» REQUIRED ACTION
Within the entries below, find the portion that opens with the line containing "thumb ip: (548, 432)" and closes with the line containing "middle tip: (516, 123)". Retype that portion exactly and only.
=-=-=
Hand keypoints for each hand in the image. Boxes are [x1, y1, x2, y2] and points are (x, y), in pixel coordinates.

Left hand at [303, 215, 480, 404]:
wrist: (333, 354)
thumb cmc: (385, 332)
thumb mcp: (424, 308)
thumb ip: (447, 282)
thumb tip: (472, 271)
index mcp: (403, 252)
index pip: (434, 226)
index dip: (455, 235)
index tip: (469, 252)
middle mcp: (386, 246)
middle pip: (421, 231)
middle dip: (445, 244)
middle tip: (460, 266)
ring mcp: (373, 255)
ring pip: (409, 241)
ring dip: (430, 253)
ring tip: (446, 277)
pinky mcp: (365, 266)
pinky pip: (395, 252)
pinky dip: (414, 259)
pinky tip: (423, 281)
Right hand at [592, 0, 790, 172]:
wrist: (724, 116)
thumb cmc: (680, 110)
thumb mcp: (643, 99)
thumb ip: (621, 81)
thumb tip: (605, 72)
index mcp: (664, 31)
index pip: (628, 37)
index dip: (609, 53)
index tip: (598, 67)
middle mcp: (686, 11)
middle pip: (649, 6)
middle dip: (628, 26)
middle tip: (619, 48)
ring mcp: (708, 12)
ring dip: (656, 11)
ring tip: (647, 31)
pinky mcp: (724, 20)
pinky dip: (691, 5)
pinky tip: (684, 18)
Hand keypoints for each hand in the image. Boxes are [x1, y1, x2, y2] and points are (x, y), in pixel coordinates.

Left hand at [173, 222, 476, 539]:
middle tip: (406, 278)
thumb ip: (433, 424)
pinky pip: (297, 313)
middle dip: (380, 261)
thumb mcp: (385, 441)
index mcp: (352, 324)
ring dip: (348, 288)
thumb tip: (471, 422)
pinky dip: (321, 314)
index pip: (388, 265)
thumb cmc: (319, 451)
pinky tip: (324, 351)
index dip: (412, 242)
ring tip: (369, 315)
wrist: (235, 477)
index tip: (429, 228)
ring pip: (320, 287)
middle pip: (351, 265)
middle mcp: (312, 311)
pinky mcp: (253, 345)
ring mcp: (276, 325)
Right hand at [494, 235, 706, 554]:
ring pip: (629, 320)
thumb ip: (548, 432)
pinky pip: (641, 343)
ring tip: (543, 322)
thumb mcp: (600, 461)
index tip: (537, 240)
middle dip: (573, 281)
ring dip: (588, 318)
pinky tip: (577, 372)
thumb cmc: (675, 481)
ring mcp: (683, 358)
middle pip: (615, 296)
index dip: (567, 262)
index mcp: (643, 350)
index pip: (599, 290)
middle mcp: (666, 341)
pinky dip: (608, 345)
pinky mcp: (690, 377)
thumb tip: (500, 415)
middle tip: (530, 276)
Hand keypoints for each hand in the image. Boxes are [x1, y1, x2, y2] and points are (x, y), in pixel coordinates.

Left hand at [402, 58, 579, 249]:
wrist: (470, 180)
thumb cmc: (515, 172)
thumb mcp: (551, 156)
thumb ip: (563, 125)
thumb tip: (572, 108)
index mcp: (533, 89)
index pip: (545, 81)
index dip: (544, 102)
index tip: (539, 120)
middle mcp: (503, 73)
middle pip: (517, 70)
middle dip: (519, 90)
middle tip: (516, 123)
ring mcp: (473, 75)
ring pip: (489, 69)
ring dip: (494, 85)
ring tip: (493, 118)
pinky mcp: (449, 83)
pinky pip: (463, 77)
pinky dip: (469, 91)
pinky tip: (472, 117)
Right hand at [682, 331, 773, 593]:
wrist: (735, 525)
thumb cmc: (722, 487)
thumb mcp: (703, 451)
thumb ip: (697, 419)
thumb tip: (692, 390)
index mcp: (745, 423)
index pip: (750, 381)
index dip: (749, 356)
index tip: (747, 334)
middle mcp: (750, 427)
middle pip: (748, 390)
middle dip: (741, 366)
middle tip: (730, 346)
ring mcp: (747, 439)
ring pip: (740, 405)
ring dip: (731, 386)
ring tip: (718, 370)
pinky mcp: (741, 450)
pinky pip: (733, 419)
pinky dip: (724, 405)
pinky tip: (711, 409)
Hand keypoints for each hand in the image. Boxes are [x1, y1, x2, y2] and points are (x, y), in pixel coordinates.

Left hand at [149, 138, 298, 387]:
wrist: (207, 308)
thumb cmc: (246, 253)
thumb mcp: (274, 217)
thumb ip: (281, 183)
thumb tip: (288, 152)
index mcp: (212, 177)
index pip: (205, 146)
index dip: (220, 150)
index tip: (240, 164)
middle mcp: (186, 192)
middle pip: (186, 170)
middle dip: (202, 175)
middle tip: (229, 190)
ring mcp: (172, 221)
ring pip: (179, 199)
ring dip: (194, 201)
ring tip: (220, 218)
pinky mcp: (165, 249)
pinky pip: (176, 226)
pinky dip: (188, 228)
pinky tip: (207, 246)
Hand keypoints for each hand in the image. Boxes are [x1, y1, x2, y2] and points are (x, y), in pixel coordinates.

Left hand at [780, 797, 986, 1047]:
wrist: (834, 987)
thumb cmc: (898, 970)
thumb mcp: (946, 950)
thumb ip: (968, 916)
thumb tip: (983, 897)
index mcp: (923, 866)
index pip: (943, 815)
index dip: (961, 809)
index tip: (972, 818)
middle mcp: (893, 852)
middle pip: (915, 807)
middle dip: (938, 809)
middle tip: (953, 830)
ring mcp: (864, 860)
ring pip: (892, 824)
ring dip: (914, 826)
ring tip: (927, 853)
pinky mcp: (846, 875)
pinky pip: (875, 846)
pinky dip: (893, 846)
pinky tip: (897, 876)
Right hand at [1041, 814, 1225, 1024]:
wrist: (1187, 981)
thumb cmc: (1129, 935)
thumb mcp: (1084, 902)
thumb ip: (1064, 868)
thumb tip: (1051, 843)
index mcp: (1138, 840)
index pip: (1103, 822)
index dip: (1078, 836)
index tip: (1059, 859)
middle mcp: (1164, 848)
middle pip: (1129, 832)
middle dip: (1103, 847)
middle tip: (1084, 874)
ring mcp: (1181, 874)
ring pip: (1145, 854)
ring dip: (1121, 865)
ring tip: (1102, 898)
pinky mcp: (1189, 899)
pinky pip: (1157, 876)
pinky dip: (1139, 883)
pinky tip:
=-=-=
» SOLUTION TO THIS PROBLEM
thumb ip: (548, 432)
pinky pip: (641, 343)
ring tip: (543, 322)
thumb mcp: (600, 461)
index tip: (537, 240)
middle dip: (573, 281)
ring dip: (588, 318)
pinky tip: (577, 372)
thumb cmc: (675, 481)
ring mcp: (683, 358)
middle pip: (615, 296)
index dip: (567, 262)
index mcp: (643, 350)
index pip: (599, 290)
middle mcp: (666, 341)
pinky dip: (608, 345)
pinky mcp: (690, 377)
thumb tip: (500, 415)
middle tip: (530, 276)
Hand keypoints for each hand in the image. Boxes are [x1, y1, x2, y2] and points are (x, y), in pixel coordinates.

Left hand at [402, 58, 579, 249]:
wrist: (470, 180)
thumb cmc: (515, 172)
thumb mcp: (551, 156)
thumb ip: (563, 125)
thumb tip: (572, 108)
index mcp: (533, 89)
index pip: (545, 81)
index dip: (544, 102)
index tip: (539, 120)
middle mcp: (503, 73)
middle pip: (517, 70)
middle dip: (519, 90)
middle tip: (516, 123)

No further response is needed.